Work item
Write out the records again exactly. Nothing should be dropped.

Given data

--- START ---

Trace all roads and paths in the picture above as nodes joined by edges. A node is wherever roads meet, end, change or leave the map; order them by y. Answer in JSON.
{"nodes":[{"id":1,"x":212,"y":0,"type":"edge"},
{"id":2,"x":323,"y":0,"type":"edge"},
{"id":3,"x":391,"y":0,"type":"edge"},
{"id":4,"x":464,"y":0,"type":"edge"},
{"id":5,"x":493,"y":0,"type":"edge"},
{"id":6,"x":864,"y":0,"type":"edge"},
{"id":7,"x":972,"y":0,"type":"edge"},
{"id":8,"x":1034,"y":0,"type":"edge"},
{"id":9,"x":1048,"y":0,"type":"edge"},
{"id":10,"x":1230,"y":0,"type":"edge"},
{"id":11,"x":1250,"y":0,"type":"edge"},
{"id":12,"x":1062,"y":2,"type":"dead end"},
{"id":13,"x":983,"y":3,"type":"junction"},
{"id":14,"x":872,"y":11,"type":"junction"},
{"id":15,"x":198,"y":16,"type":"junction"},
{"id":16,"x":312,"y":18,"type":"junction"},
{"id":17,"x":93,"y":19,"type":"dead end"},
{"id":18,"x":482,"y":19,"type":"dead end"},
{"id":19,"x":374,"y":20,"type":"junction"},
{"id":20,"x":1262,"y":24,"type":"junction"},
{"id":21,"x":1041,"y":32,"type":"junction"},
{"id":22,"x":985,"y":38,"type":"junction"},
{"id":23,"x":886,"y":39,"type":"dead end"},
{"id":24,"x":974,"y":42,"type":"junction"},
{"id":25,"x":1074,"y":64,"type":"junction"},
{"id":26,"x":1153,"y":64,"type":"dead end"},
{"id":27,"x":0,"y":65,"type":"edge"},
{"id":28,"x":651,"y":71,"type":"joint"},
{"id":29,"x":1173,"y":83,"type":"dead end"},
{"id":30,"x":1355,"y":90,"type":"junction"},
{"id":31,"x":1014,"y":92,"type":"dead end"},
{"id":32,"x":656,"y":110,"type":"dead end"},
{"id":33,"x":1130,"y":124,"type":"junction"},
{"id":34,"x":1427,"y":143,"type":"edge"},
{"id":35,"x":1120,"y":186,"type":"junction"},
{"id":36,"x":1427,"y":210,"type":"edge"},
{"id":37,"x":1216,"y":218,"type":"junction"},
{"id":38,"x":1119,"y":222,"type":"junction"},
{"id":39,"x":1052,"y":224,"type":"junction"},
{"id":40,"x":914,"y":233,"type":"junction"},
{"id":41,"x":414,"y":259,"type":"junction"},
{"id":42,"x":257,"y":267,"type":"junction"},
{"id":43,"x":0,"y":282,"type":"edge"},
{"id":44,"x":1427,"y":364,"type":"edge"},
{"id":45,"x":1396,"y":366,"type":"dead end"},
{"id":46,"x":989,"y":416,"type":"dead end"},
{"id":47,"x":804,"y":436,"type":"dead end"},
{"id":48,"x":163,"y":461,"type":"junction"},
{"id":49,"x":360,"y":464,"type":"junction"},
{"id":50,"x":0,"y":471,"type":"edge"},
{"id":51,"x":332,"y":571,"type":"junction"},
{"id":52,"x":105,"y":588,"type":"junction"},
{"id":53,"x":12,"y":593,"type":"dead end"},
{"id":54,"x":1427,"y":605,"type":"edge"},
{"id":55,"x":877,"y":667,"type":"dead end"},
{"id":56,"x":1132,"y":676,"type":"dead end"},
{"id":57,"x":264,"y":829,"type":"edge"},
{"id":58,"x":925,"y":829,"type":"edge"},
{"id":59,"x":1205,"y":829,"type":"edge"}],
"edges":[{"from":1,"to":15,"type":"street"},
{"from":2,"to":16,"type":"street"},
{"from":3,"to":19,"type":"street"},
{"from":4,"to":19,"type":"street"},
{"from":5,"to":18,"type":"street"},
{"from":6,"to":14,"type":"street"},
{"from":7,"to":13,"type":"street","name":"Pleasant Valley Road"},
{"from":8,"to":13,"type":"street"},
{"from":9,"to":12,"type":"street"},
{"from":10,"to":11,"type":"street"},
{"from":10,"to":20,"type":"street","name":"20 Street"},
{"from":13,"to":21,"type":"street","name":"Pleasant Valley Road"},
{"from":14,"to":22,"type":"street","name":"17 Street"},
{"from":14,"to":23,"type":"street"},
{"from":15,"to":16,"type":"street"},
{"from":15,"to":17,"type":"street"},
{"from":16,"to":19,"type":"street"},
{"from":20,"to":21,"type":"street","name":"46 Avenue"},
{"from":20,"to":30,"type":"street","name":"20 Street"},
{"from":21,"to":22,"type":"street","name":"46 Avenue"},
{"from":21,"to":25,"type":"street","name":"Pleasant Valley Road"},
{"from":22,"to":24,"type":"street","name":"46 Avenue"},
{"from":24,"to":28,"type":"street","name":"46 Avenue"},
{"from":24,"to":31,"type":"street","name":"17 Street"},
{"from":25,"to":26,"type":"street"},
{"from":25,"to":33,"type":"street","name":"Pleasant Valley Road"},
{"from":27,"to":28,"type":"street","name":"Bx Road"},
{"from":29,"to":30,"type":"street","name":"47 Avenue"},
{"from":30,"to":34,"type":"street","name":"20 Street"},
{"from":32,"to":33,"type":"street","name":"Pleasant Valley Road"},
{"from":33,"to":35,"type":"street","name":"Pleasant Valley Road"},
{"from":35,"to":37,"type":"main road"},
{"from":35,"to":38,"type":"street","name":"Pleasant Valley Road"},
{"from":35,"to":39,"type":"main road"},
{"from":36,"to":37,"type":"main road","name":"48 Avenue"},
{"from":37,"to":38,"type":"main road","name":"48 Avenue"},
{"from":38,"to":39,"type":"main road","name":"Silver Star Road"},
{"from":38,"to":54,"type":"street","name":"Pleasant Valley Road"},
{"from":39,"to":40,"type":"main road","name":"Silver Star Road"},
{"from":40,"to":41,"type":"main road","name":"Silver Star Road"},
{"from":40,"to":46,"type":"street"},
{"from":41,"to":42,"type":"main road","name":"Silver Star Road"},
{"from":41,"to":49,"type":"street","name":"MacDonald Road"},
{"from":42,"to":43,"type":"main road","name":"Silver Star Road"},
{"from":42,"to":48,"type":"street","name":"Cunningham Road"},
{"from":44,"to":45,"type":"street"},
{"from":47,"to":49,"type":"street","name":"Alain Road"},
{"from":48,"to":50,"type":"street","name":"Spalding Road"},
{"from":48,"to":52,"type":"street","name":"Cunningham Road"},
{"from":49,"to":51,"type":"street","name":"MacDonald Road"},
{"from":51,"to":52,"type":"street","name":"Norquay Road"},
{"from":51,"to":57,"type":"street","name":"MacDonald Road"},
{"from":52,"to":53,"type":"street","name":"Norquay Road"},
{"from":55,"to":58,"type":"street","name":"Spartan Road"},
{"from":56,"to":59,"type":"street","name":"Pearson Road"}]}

--- END ---

Written answer
Trace all roads and paths in the picture above as nodes joined by edges. A node is wherever roads meet, end, change or leave the map; order them by y. Answer in JSON.
{"nodes":[{"id":1,"x":212,"y":0,"type":"edge"},
{"id":2,"x":323,"y":0,"type":"edge"},
{"id":3,"x":391,"y":0,"type":"edge"},
{"id":4,"x":464,"y":0,"type":"edge"},
{"id":5,"x":493,"y":0,"type":"edge"},
{"id":6,"x":864,"y":0,"type":"edge"},
{"id":7,"x":972,"y":0,"type":"edge"},
{"id":8,"x":1034,"y":0,"type":"edge"},
{"id":9,"x":1048,"y":0,"type":"edge"},
{"id":10,"x":1230,"y":0,"type":"edge"},
{"id":11,"x":1250,"y":0,"type":"edge"},
{"id":12,"x":1062,"y":2,"type":"dead end"},
{"id":13,"x":983,"y":3,"type":"junction"},
{"id":14,"x":872,"y":11,"type":"junction"},
{"id":15,"x":198,"y":16,"type":"junction"},
{"id":16,"x":312,"y":18,"type":"junction"},
{"id":17,"x":93,"y":19,"type":"dead end"},
{"id":18,"x":482,"y":19,"type":"dead end"},
{"id":19,"x":374,"y":20,"type":"junction"},
{"id":20,"x":1262,"y":24,"type":"junction"},
{"id":21,"x":1041,"y":32,"type":"junction"},
{"id":22,"x":985,"y":38,"type":"junction"},
{"id":23,"x":886,"y":39,"type":"dead end"},
{"id":24,"x":974,"y":42,"type":"junction"},
{"id":25,"x":1074,"y":64,"type":"junction"},
{"id":26,"x":1153,"y":64,"type":"dead end"},
{"id":27,"x":0,"y":65,"type":"edge"},
{"id":28,"x":651,"y":71,"type":"joint"},
{"id":29,"x":1173,"y":83,"type":"dead end"},
{"id":30,"x":1355,"y":90,"type":"junction"},
{"id":31,"x":1014,"y":92,"type":"dead end"},
{"id":32,"x":656,"y":110,"type":"dead end"},
{"id":33,"x":1130,"y":124,"type":"junction"},
{"id":34,"x":1427,"y":143,"type":"edge"},
{"id":35,"x":1120,"y":186,"type":"junction"},
{"id":36,"x":1427,"y":210,"type":"edge"},
{"id":37,"x":1216,"y":218,"type":"junction"},
{"id":38,"x":1119,"y":222,"type":"junction"},
{"id":39,"x":1052,"y":224,"type":"junction"},
{"id":40,"x":914,"y":233,"type":"junction"},
{"id":41,"x":414,"y":259,"type":"junction"},
{"id":42,"x":257,"y":267,"type":"junction"},
{"id":43,"x":0,"y":282,"type":"edge"},
{"id":44,"x":1427,"y":364,"type":"edge"},
{"id":45,"x":1396,"y":366,"type":"dead end"},
{"id":46,"x":989,"y":416,"type":"dead end"},
{"id":47,"x":804,"y":436,"type":"dead end"},
{"id":48,"x":163,"y":461,"type":"junction"},
{"id":49,"x":360,"y":464,"type":"junction"},
{"id":50,"x":0,"y":471,"type":"edge"},
{"id":51,"x":332,"y":571,"type":"junction"},
{"id":52,"x":105,"y":588,"type":"junction"},
{"id":53,"x":12,"y":593,"type":"dead end"},
{"id":54,"x":1427,"y":605,"type":"edge"},
{"id":55,"x":877,"y":667,"type":"dead end"},
{"id":56,"x":1132,"y":676,"type":"dead end"},
{"id":57,"x":264,"y":829,"type":"edge"},
{"id":58,"x":925,"y":829,"type":"edge"},
{"id":59,"x":1205,"y":829,"type":"edge"}],
"edges":[{"from":1,"to":15,"type":"street"},
{"from":2,"to":16,"type":"street"},
{"from":3,"to":19,"type":"street"},
{"from":4,"to":19,"type":"street"},
{"from":5,"to":18,"type":"street"},
{"from":6,"to":14,"type":"street"},
{"from":7,"to":13,"type":"street","name":"Pleasant Valley Road"},
{"from":8,"to":13,"type":"street"},
{"from":9,"to":12,"type":"street"},
{"from":10,"to":11,"type":"street"},
{"from":10,"to":20,"type":"street","name":"20 Street"},
{"from":13,"to":21,"type":"street","name":"Pleasant Valley Road"},
{"from":14,"to":22,"type":"street","name":"17 Street"},
{"from":14,"to":23,"type":"street"},
{"from":15,"to":16,"type":"street"},
{"from":15,"to":17,"type":"street"},
{"from":16,"to":19,"type":"street"},
{"from":20,"to":21,"type":"street","name":"46 Avenue"},
{"from":20,"to":30,"type":"street","name":"20 Street"},
{"from":21,"to":22,"type":"street","name":"46 Avenue"},
{"from":21,"to":25,"type":"street","name":"Pleasant Valley Road"},
{"from":22,"to":24,"type":"street","name":"46 Avenue"},
{"from":24,"to":28,"type":"street","name":"46 Avenue"},
{"from":24,"to":31,"type":"street","name":"17 Street"},
{"from":25,"to":26,"type":"street"},
{"from":25,"to":33,"type":"street","name":"Pleasant Valley Road"},
{"from":27,"to":28,"type":"street","name":"Bx Road"},
{"from":29,"to":30,"type":"street","name":"47 Avenue"},
{"from":30,"to":34,"type":"street","name":"20 Street"},
{"from":32,"to":33,"type":"street","name":"Pleasant Valley Road"},
{"from":33,"to":35,"type":"street","name":"Pleasant Valley Road"},
{"from":35,"to":37,"type":"main road"},
{"from":35,"to":38,"type":"street","name":"Pleasant Valley Road"},
{"from":35,"to":39,"type":"main road"},
{"from":36,"to":37,"type":"main road","name":"48 Avenue"},
{"from":37,"to":38,"type":"main road","name":"48 Avenue"},
{"from":38,"to":39,"type":"main road","name":"Silver Star Road"},
{"from":38,"to":54,"type":"street","name":"Pleasant Valley Road"},
{"from":39,"to":40,"type":"main road","name":"Silver Star Road"},
{"from":40,"to":41,"type":"main road","name":"Silver Star Road"},
{"from":40,"to":46,"type":"street"},
{"from":41,"to":42,"type":"main road","name":"Silver Star Road"},
{"from":41,"to":49,"type":"street","name":"MacDonald Road"},
{"from":42,"to":43,"type":"main road","name":"Silver Star Road"},
{"from":42,"to":48,"type":"street","name":"Cunningham Road"},
{"from":44,"to":45,"type":"street"},
{"from":47,"to":49,"type":"street","name":"Alain Road"},
{"from":48,"to":50,"type":"street","name":"Spalding Road"},
{"from":48,"to":52,"type":"street","name":"Cunningham Road"},
{"from":49,"to":51,"type":"street","name":"MacDonald Road"},
{"from":51,"to":52,"type":"street","name":"Norquay Road"},
{"from":51,"to":57,"type":"street","name":"MacDonald Road"},
{"from":52,"to":53,"type":"street","name":"Norquay Road"},
{"from":55,"to":58,"type":"street","name":"Spartan Road"},
{"from":56,"to":59,"type":"street","name":"Pearson Road"}]}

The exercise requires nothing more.